■ Task statement ■
Please repeat, exactly as written, the line containing "pinky tip: (138, 213)" and every line after it through the end of the records below, leaving out any pictures.

= = = = = = =

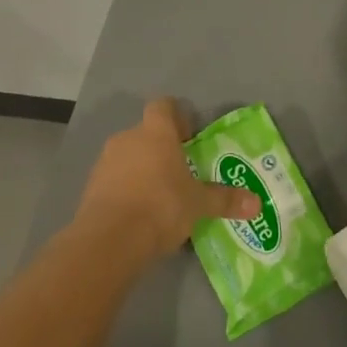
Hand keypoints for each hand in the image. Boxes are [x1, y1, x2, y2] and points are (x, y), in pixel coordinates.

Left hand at [74, 98, 260, 262]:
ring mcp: (105, 163)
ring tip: (159, 195)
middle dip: (161, 148)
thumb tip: (257, 204)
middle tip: (179, 170)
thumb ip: (225, 200)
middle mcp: (128, 139)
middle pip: (146, 133)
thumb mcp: (199, 204)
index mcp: (156, 132)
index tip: (188, 136)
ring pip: (128, 156)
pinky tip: (138, 213)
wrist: (109, 241)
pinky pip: (113, 180)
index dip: (176, 116)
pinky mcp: (90, 188)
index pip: (163, 106)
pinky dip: (125, 189)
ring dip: (141, 169)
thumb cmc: (161, 206)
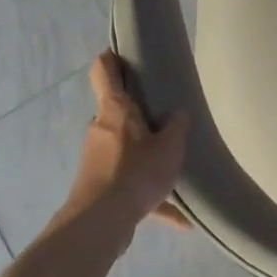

= = = = = = =

■ Task response ■
pinky tip: (138, 213)
wrist: (109, 241)
pinky pip: (113, 180)
index dip: (176, 116)
pinky mcp: (90, 188)
index pip: (163, 106)
pinky dip: (125, 189)
ring dip: (141, 169)
thumb cmc: (161, 206)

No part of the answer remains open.